Every line in the data below from the one containing "for (int i = 15;" down to the one containing "cairo_set_miter_limit(ctx, 4);", both included, must be retyped exactly; no other line is to appear.

MATERIAL FOR THIS TASK below:

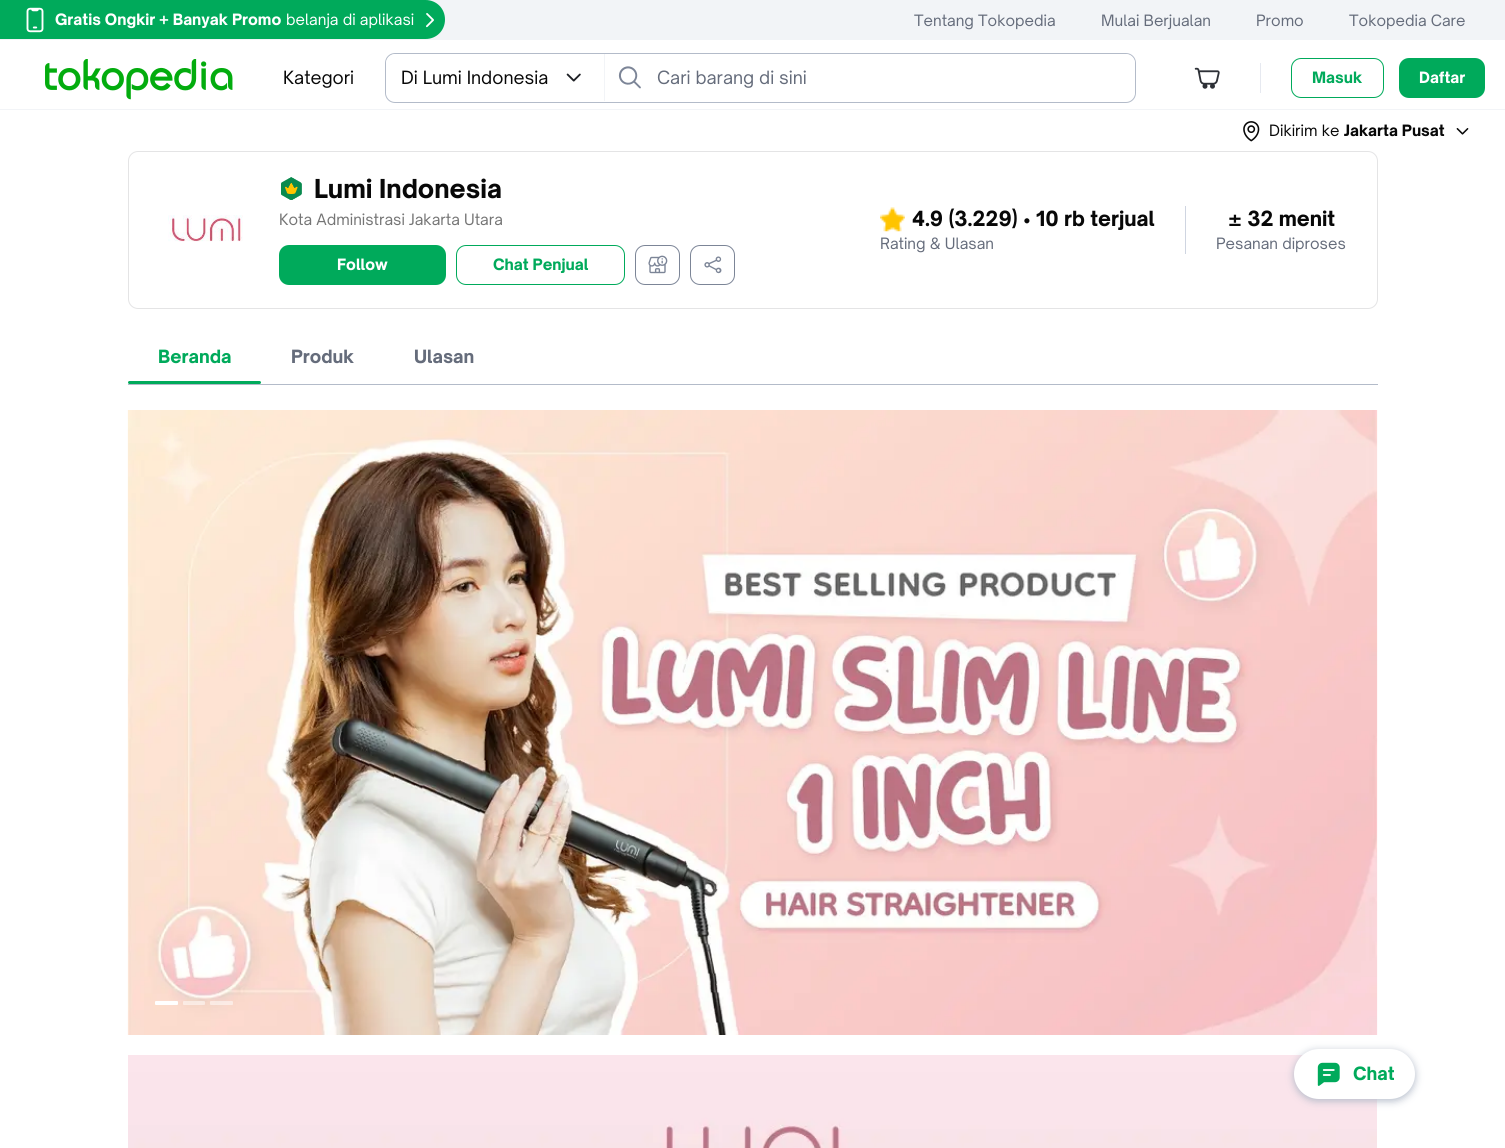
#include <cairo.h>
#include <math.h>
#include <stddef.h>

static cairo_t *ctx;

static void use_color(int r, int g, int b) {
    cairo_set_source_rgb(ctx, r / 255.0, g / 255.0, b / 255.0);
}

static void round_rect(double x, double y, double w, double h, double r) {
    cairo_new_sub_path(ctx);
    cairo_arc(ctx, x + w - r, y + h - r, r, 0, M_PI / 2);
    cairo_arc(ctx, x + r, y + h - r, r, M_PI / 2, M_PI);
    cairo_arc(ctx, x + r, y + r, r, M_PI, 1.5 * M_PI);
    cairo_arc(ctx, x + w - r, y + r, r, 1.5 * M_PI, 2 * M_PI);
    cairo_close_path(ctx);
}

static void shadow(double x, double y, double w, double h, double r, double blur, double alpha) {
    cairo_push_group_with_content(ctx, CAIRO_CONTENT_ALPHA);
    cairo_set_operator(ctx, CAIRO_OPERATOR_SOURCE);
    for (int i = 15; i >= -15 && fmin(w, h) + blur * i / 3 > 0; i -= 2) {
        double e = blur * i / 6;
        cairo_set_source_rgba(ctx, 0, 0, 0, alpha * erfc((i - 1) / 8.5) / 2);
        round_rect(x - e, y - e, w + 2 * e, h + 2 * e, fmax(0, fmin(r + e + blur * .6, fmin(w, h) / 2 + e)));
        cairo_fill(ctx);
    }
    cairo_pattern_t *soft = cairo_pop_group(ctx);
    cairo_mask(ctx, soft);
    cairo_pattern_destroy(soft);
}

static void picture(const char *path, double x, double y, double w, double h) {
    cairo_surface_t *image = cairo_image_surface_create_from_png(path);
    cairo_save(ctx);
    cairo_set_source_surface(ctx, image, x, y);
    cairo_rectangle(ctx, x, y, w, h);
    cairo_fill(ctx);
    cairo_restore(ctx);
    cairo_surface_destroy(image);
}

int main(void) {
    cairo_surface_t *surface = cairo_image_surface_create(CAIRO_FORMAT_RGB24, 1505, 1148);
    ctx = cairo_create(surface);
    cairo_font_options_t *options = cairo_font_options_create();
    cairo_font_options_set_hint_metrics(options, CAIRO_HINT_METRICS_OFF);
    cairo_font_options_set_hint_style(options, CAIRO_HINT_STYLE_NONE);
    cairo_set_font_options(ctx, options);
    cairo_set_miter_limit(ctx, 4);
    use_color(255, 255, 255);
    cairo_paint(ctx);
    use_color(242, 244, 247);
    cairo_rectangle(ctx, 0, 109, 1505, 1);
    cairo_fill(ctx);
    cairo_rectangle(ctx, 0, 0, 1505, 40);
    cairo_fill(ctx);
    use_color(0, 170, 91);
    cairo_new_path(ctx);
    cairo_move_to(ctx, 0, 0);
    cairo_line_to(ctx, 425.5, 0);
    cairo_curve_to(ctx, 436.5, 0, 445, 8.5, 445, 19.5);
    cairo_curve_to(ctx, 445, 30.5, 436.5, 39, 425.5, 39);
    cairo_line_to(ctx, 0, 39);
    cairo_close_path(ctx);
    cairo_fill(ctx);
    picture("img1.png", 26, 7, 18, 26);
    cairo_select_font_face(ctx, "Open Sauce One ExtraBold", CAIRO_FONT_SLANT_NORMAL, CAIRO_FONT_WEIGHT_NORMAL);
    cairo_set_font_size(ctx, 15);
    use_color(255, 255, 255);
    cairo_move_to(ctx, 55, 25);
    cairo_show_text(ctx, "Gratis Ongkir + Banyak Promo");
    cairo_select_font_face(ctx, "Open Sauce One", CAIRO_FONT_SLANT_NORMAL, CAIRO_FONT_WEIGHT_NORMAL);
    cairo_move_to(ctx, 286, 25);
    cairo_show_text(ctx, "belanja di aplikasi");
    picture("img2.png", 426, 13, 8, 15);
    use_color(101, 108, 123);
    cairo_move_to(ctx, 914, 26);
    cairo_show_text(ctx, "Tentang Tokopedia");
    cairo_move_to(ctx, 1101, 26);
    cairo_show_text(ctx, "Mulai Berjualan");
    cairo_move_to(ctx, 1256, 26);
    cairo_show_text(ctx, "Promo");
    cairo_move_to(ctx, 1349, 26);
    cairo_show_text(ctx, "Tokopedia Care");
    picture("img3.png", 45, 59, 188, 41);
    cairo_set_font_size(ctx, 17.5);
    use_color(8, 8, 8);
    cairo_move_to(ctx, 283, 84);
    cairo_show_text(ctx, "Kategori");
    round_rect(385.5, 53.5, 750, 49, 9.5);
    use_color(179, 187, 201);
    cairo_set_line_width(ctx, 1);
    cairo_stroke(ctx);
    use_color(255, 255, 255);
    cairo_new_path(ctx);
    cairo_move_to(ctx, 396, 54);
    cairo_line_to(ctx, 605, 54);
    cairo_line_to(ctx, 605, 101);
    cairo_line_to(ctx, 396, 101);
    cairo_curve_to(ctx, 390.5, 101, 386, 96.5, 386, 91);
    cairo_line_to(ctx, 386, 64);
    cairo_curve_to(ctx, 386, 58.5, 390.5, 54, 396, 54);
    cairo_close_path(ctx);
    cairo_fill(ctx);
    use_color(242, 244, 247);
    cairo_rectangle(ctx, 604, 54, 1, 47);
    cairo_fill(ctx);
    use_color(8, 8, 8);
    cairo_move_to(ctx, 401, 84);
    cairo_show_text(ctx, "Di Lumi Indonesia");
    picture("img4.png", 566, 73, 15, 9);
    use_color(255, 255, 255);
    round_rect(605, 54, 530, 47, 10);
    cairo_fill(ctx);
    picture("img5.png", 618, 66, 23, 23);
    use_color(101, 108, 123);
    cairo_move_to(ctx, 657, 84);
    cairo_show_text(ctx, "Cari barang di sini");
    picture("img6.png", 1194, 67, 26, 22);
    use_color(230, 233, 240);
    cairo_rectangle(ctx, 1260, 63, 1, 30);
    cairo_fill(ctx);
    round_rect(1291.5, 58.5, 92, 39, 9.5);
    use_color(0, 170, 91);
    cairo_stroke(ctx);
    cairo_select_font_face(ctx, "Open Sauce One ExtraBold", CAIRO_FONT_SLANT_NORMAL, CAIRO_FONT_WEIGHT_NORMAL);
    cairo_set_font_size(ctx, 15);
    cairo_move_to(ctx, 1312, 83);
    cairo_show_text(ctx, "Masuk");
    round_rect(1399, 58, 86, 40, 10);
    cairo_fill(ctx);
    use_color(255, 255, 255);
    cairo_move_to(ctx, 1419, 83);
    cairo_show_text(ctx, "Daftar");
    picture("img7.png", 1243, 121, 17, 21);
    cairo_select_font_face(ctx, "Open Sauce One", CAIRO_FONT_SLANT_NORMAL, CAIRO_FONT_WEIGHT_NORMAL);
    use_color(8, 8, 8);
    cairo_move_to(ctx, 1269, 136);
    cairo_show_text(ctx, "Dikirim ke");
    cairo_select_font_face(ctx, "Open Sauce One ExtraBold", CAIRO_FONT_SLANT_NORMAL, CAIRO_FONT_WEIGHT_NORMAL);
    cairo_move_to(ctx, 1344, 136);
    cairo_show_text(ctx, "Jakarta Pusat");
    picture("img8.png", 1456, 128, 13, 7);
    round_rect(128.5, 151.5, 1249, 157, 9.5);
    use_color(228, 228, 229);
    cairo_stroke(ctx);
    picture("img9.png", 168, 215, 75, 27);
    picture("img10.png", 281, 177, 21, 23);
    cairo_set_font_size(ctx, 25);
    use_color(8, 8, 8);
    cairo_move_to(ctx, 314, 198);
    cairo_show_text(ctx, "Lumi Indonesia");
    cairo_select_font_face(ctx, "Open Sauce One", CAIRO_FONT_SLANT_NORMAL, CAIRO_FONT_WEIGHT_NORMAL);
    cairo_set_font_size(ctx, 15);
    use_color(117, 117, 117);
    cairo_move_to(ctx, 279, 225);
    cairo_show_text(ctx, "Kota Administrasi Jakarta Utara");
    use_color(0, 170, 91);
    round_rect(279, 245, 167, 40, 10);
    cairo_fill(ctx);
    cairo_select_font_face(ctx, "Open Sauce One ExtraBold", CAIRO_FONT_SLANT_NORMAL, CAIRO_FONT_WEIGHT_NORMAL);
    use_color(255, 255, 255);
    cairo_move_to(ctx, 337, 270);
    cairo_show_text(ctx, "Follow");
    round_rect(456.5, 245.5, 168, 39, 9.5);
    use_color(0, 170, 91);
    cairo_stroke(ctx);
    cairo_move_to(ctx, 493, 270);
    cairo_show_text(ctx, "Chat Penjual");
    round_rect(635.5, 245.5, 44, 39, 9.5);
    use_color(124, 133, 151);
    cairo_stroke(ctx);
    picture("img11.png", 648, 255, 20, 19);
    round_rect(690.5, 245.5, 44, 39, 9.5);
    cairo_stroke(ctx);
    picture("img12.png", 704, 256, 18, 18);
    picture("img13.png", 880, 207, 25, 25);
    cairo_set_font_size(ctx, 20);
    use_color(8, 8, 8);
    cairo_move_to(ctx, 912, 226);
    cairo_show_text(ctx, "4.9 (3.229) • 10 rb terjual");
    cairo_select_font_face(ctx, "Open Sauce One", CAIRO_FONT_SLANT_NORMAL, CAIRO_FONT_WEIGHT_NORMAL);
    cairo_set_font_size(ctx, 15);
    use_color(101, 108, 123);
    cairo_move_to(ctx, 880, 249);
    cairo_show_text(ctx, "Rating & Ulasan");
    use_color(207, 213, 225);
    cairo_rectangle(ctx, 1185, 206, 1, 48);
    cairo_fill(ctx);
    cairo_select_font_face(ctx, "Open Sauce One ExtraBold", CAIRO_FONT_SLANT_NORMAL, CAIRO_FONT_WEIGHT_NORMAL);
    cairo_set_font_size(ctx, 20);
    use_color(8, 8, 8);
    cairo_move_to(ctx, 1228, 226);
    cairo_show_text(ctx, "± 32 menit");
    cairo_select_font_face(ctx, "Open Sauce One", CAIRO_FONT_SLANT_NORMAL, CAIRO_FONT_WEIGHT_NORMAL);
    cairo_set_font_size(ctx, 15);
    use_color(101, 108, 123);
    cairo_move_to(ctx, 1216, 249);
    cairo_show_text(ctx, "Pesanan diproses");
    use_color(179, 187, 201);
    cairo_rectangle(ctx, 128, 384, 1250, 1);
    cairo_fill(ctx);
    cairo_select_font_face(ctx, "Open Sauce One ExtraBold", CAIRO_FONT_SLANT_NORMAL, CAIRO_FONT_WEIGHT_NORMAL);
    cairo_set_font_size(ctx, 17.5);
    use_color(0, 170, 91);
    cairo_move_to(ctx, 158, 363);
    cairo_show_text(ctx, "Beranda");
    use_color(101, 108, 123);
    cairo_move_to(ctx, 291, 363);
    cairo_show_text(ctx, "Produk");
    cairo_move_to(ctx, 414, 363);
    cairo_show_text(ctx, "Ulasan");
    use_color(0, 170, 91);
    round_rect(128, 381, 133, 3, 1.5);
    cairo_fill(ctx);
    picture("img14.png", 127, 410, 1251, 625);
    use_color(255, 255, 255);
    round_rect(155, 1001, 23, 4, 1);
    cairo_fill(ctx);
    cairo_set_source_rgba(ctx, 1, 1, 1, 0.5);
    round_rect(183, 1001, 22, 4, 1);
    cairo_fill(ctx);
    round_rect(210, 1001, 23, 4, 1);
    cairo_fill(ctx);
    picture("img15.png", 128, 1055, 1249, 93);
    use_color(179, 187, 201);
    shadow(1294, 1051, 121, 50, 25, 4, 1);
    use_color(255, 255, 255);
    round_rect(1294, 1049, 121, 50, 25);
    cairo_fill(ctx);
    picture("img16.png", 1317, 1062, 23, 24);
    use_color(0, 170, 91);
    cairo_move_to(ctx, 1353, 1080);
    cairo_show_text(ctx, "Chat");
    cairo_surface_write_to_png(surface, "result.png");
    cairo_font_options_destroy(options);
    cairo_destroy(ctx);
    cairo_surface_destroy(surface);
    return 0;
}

End of MATERIAL FOR THIS TASK.

(YOUR RESPONSE)
    for (int i = 15; i >= -15 && fmin(w, h) + blur * i / 3 > 0; i -= 2) {
        double e = blur * i / 6;
        cairo_set_source_rgba(ctx, 0, 0, 0, alpha * erfc((i - 1) / 8.5) / 2);
        round_rect(x - e, y - e, w + 2 * e, h + 2 * e, fmax(0, fmin(r + e + blur * .6, fmin(w, h) / 2 + e)));
        cairo_fill(ctx);
    }
    cairo_pattern_t *soft = cairo_pop_group(ctx);
    cairo_mask(ctx, soft);
    cairo_pattern_destroy(soft);
}

static void picture(const char *path, double x, double y, double w, double h) {
    cairo_surface_t *image = cairo_image_surface_create_from_png(path);
    cairo_save(ctx);
    cairo_set_source_surface(ctx, image, x, y);
    cairo_rectangle(ctx, x, y, w, h);
    cairo_fill(ctx);
    cairo_restore(ctx);
    cairo_surface_destroy(image);
}

int main(void) {
    cairo_surface_t *surface = cairo_image_surface_create(CAIRO_FORMAT_RGB24, 1505, 1148);
    ctx = cairo_create(surface);
    cairo_font_options_t *options = cairo_font_options_create();
    cairo_font_options_set_hint_metrics(options, CAIRO_HINT_METRICS_OFF);
    cairo_font_options_set_hint_style(options, CAIRO_HINT_STYLE_NONE);
    cairo_set_font_options(ctx, options);
    cairo_set_miter_limit(ctx, 4);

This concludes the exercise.